C’était sûr. Mais je ne le savais pas. Ce fut seulement aux abords de la quarantaine que je commençai à comprendre. Il n’est pas bon d’être tellement aimé, si jeune, si tôt. Ça vous donne de mauvaises habitudes. On croit que c’est arrivé. On croit que ça existe ailleurs, que ça peut se retrouver. On compte là-dessus. On regarde, on espère, on attend. Avec l’amour
maternel, la vie vous fait à l’aube une promesse qu’elle ne tient jamais. On est obligé ensuite
de manger froid jusqu’à la fin de ses jours. Après cela, chaque fois qu’une femme vous prend dans ses bras et vous serre sur son cœur, ce ne sont plus que des condoléances. On revient toujours gueuler sur la tombe de sa mère comme un chien abandonné. Jamais plus, jamais plus, jamais plus. Des bras adorables se referment autour de votre cou et des lèvres très douces vous parlent d’amour, mais vous êtes au courant. Vous êtes passés à la source très tôt, et vous avez tout bu. Lorsque la soif vous reprend, vous avez beau vous jeter de tous côtés, il n’y a plus de puits, il n’y a que des mirages. Vous avez fait, dès la première lueur de l’aube, une étude très serrée de l’amour et vous avez sur vous de la documentation. Partout où vous allez, vous portez en vous le poison des comparaisons et vous passez votre temps à attendre ce que vous avez déjà reçu.
Je ne dis pas qu’il faille empêcher les mères d’aimer leurs petits. Je dis simplement qu’il vaut mieux que les mères aient encore quelqu’un d’autre à aimer.

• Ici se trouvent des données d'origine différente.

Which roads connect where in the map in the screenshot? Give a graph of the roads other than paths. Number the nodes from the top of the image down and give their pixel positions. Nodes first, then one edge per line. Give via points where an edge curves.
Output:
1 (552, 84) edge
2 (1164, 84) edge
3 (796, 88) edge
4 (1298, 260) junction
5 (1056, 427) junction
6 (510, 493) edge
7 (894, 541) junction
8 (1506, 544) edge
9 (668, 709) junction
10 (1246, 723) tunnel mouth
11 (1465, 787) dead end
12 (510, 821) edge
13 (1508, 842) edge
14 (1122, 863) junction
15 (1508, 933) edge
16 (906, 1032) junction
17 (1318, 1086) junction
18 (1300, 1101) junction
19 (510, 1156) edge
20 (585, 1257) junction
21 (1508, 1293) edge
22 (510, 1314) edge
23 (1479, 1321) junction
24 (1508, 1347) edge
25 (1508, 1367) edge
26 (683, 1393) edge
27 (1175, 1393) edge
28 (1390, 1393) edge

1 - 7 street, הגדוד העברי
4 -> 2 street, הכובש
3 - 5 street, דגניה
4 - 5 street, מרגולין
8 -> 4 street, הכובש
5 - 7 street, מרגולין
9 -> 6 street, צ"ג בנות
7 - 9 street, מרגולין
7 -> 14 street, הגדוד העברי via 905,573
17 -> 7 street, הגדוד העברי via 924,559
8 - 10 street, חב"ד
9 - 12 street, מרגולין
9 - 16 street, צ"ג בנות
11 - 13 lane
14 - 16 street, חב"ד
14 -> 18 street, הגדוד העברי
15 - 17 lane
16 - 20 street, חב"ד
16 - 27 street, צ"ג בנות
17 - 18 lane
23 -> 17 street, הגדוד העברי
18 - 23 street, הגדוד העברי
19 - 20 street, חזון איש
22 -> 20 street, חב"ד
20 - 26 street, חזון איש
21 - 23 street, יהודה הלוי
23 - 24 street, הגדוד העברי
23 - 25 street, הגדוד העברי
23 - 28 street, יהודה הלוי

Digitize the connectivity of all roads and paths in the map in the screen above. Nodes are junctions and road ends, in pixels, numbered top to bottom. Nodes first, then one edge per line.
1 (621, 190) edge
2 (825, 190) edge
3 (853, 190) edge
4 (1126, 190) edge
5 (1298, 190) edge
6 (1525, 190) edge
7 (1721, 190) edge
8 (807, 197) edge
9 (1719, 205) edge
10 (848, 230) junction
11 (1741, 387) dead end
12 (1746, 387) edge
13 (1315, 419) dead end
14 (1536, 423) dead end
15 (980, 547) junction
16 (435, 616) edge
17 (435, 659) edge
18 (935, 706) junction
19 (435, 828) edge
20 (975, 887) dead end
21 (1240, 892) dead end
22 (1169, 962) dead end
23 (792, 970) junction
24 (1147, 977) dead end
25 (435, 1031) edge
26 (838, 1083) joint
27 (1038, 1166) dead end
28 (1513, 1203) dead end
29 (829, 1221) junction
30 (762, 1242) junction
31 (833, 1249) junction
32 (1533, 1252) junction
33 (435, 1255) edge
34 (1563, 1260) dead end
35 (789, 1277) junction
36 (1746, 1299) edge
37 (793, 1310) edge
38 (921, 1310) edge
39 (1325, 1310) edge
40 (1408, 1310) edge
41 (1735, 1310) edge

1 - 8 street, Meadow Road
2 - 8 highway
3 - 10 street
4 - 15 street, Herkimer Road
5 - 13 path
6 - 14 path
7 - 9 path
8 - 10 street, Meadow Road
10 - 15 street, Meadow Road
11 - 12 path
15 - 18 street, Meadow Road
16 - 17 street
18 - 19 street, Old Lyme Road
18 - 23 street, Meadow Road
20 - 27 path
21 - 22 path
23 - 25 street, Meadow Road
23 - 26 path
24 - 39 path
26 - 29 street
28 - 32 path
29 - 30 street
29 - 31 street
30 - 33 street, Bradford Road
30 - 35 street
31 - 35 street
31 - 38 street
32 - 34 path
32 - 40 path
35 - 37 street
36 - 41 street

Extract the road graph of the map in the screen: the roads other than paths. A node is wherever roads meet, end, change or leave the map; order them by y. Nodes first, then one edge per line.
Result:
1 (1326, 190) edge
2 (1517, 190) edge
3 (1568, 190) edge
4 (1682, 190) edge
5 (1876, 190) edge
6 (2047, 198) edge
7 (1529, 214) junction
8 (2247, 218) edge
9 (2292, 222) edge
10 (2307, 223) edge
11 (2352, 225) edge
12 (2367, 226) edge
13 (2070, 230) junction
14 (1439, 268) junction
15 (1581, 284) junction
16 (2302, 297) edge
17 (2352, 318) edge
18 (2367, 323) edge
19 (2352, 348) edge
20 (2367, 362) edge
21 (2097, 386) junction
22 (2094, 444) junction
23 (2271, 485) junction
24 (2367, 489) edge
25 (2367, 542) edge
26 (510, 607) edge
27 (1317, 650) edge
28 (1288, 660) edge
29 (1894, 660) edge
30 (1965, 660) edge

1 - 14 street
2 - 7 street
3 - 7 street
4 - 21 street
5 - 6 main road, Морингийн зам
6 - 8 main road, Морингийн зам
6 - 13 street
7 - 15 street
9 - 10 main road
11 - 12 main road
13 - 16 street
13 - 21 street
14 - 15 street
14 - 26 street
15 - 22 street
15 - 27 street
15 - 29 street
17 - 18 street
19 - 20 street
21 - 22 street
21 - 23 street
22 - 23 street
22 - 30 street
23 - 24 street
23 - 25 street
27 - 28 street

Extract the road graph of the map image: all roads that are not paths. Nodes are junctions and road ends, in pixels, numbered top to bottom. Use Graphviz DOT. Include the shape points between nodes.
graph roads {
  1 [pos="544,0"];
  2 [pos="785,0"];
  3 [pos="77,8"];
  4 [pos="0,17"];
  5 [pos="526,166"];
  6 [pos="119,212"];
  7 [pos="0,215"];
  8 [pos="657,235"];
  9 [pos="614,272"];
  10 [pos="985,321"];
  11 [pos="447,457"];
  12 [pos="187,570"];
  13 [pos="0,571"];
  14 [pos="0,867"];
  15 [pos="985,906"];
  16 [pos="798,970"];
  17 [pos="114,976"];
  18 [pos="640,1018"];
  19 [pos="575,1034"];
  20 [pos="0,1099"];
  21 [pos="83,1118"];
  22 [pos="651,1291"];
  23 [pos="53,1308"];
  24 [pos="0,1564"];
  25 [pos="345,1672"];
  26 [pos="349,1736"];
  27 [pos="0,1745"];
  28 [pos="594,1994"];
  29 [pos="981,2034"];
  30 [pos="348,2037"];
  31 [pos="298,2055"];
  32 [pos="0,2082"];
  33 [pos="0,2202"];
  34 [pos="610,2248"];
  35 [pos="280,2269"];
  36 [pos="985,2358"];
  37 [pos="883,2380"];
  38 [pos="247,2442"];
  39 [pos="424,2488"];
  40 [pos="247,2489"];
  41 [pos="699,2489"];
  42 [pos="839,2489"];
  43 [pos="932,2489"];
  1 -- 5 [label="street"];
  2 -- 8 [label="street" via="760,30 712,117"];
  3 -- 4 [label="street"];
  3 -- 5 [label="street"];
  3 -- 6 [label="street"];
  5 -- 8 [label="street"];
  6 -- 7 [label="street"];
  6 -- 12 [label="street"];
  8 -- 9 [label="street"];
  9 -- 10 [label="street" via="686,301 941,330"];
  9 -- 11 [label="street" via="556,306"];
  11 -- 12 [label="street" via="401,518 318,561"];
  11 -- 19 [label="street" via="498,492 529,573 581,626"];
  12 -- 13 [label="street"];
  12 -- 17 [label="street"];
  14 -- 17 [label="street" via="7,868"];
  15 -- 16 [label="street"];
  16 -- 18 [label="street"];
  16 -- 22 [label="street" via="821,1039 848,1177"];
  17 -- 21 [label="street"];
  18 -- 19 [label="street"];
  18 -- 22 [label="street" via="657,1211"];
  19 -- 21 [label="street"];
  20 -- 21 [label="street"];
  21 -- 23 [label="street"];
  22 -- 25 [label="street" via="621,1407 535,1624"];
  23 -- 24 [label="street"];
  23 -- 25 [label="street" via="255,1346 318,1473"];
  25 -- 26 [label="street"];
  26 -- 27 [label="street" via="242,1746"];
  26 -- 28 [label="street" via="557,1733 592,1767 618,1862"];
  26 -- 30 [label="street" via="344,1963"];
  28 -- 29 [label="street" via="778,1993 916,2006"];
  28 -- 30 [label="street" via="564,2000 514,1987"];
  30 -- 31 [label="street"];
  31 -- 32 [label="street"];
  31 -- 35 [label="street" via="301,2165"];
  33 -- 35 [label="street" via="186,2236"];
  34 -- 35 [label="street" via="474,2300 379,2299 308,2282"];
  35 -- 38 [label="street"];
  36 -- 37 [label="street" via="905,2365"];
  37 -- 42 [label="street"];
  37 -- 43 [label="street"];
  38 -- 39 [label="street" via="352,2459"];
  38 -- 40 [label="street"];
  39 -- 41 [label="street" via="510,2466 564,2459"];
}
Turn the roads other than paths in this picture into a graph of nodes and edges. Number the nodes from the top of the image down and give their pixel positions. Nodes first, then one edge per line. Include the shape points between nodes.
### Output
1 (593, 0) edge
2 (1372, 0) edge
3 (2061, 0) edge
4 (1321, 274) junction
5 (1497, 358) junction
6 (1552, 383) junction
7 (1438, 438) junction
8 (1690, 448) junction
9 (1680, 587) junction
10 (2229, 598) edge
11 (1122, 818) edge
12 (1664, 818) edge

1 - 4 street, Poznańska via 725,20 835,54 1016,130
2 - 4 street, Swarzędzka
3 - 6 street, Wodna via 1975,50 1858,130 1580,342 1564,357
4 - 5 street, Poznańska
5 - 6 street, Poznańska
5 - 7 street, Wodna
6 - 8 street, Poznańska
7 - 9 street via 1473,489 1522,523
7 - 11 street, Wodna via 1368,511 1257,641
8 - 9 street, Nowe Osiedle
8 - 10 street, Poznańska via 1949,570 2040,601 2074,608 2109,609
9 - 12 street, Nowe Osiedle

Si ma mère avait eu un amant, je n’aurais pas passé ma vie à mourir de soif auprès de chaque fontaine.
Malheureusement pour moi, je me connais en vrais diamants. »
J’aurais bien aimé rajouter encore quelques titres, mais je m’arrêterais ici pour vous laisser jouir du plaisir de découvrir par vous-même, tous ces centaines de livres sur le sujet foisonnant de la mère, que je n’ai pas ou n’aurai certainement pas la chance de lire.
Toutefois, si la plupart des écrivains ont cru devoir à travers leurs œuvres, témoigner de leur amour maternel en célébrant leur mère, il n’en reste pas moins, que quelques uns n’hésitent pas à écrire pour manifester le mépris et la détestation de la mère ( le cas de Henri Miller que sa propre mère considérait comme un raté), et plus généralement la condamnation de la femme, comme c’est le cas de la camerounaise CALIXTE BEYALA (C’est le soleil qui m’a brûlée, Tu t’appelleras Tanga) ou encore Marie-Claire Blais (La belle bête, Une saison dans la vie d’Emmanuel), pour ne citer que ceux là.